VIVA – Presiden Persija Jakarta, Mohamad Prapanca, memberikan sikap tegas terkait ulah suporter yang tak mematuhi kesepakatan dan melanggar protokol kesehatan yang berjalan di tengah pandemi virus corona COVID-19.

Berkaitan dengan hal tersebut, Prapanca berani mengatakan bakal mempertimbangkan keikutsertaan Persija di Liga 1 2021 bila suporter masih membandel.

Hal itu diungkapkan Prapanca ketika memenuhi undangan Direktorat Reserse Kriminal Umum Polda Metro Jaya guna dimintai keterangan terkait kerumunan suporter yang terjadi di Bundaran Hotel Indonesia dan jalan protokol Ibu kota usai Macan Kemayoran memastikan gelar juara Piala Menpora 2021, Minggu 25 April 2021.

Pasalnya, aksi tersebut menuai banyak kecaman dari berbagai pihak. Sebab, dinilai telah melanggar kesepakatan awal untuk mendukung di rumah dan tak ada perayaan juara.

Terlebih, evaluasi dari penyelenggaraan turnamen pramusim ini akan jadi acuan Kepolisian Republik Indonesia untuk memberikan surat izin keramaian sebagai modal utama menggelar kompetisi di Indonesia.

Prapanca menyampaikan jika Persija sebagai klub sepakbola patuh dan taat kepada pemerintah dan juga operator Piala Menpora 2021. Dalam hal ini menjalankan segala aturan protokol kesehatan yang telah disepakati bersama.
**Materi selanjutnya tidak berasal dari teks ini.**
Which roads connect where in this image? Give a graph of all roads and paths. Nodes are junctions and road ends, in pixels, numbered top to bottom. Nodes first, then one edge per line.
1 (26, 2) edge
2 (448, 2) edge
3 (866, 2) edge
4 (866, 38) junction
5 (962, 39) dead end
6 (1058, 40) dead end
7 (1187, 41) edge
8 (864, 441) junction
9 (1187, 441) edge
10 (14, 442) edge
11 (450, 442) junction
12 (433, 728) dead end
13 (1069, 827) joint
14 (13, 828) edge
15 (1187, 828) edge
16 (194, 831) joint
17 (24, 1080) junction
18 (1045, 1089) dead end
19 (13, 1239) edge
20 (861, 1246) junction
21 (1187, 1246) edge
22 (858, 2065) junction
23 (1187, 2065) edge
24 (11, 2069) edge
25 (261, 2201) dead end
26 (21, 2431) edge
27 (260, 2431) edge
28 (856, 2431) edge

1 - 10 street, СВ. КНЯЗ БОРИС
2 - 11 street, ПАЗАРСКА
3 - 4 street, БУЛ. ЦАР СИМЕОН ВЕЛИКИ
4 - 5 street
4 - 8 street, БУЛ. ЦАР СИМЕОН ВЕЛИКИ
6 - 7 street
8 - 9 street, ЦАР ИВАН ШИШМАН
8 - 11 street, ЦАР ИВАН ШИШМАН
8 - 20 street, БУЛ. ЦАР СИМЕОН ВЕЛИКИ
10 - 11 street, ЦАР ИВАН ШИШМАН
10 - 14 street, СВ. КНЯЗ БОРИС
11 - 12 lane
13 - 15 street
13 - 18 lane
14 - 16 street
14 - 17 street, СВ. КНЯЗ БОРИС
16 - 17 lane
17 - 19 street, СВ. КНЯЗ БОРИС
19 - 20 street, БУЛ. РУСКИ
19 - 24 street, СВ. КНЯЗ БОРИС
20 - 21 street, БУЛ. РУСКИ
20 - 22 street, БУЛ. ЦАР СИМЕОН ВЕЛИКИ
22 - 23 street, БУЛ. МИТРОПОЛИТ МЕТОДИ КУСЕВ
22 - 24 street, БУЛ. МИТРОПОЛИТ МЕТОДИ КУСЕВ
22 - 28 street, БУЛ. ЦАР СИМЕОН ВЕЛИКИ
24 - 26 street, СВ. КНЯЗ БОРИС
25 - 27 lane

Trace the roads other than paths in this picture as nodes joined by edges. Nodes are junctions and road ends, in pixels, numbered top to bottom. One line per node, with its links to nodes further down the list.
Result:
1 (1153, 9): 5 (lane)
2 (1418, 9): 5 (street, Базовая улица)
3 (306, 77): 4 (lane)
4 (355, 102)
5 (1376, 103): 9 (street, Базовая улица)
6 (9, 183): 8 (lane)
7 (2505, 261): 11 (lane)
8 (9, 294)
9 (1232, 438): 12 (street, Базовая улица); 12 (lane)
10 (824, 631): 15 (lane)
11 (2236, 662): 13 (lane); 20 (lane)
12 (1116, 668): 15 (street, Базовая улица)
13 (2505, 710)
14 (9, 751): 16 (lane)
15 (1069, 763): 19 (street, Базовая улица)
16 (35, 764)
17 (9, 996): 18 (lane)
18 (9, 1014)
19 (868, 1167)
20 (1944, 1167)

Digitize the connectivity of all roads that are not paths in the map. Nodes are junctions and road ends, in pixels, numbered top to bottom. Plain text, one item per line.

Mohamad Prapanca juga menyampaikan bukti-bukti, jika sejak sebelum dan selama gelaran Piala Menpora 2021 hingga partai final, Persija sudah dan selalu mengampanyekan gerakan nonton di rumah saja melalui akun media sosial resmi klub dan juga para pemain. Persija juga tidak pernah memberikan undangan kepada siapa pun dan dalam bentuk apa pun, untuk melakukan perayaan gelar Piala Menpora 2021.

Maka itu, Prapanca menyebut tak segan untuk mempertimbangkan keikutsertaan Macan Kemayoran di Liga 1 musim ini jika suporter masih tak acuh pada aturan yang sudah ditetapkan.

“Pada kesempatan ini, kami ingin menghimbau sekaligus mengingatkan kita semua. Jika pandemi Covid-19 ini belum berlalu, dan keselamatan kita semua tetaplah menjadi prioritas utama," kata Prapanca dikutip situs resmi Persija.

"Oleh karena itu, sebagai Presiden klub Persija, saya akan mengajukan ke manajemen untuk mempertimbangkan posisi Persija di Liga 1 2021 apabila ada kegiatan yang melanggar protokol kesehatan seperti kemarin," lanjut dia.

Sejatinya, bila tak ada halangan, PSSI berniat untuk memulai kompetisi pada 3 Juli mendatang.